§ **What needs to be done**: Please return all of the data exactly as written.

[Records drawn from a dataset]
((

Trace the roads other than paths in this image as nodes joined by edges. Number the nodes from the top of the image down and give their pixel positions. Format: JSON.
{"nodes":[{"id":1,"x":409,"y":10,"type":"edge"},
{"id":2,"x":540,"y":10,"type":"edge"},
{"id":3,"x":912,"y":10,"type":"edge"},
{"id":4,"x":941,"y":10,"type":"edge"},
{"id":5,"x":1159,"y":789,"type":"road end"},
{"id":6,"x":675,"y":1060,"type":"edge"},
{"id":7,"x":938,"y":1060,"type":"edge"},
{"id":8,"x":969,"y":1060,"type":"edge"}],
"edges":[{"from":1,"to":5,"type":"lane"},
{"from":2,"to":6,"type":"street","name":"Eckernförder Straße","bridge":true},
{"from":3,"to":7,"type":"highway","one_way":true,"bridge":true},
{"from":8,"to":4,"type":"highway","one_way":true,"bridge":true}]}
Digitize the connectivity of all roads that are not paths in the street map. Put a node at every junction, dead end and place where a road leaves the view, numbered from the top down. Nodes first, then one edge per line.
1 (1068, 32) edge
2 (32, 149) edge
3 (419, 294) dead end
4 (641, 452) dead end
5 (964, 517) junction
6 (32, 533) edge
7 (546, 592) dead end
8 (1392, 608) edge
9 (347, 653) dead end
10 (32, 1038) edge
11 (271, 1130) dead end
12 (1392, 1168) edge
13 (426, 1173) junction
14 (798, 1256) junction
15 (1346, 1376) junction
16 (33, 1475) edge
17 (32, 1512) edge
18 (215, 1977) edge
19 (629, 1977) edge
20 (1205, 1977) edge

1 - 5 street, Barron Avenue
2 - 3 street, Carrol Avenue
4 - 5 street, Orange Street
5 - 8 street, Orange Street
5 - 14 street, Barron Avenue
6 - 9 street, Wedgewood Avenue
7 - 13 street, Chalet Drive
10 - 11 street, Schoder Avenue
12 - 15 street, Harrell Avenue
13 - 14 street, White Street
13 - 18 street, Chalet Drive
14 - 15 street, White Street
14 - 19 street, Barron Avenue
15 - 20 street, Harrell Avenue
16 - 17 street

))

§ **Written solution**:
Trace the roads other than paths in this image as nodes joined by edges. Number the nodes from the top of the image down and give their pixel positions. Format: JSON.
{"nodes":[{"id":1,"x":409,"y":10,"type":"edge"},
{"id":2,"x":540,"y":10,"type":"edge"},
{"id":3,"x":912,"y":10,"type":"edge"},
{"id":4,"x":941,"y":10,"type":"edge"},
{"id":5,"x":1159,"y":789,"type":"road end"},
{"id":6,"x":675,"y":1060,"type":"edge"},
{"id":7,"x":938,"y":1060,"type":"edge"},
{"id":8,"x":969,"y":1060,"type":"edge"}],
"edges":[{"from":1,"to":5,"type":"lane"},
{"from":2,"to":6,"type":"street","name":"Eckernförder Straße","bridge":true},
{"from":3,"to":7,"type":"highway","one_way":true,"bridge":true},
{"from":8,"to":4,"type":"highway","one_way":true,"bridge":true}]}
Digitize the connectivity of all roads that are not paths in the street map. Put a node at every junction, dead end and place where a road leaves the view, numbered from the top down. Nodes first, then one edge per line.
1 (1068, 32) edge
2 (32, 149) edge
3 (419, 294) dead end
4 (641, 452) dead end
5 (964, 517) junction
6 (32, 533) edge
7 (546, 592) dead end
8 (1392, 608) edge
9 (347, 653) dead end
10 (32, 1038) edge
11 (271, 1130) dead end
12 (1392, 1168) edge
13 (426, 1173) junction
14 (798, 1256) junction
15 (1346, 1376) junction
16 (33, 1475) edge
17 (32, 1512) edge
18 (215, 1977) edge
19 (629, 1977) edge
20 (1205, 1977) edge

1 - 5 street, Barron Avenue
2 - 3 street, Carrol Avenue
4 - 5 street, Orange Street
5 - 8 street, Orange Street
5 - 14 street, Barron Avenue
6 - 9 street, Wedgewood Avenue
7 - 13 street, Chalet Drive
10 - 11 street, Schoder Avenue
12 - 15 street, Harrell Avenue
13 - 14 street, White Street
13 - 18 street, Chalet Drive
14 - 15 street, White Street
14 - 19 street, Barron Avenue
15 - 20 street, Harrell Avenue
16 - 17 street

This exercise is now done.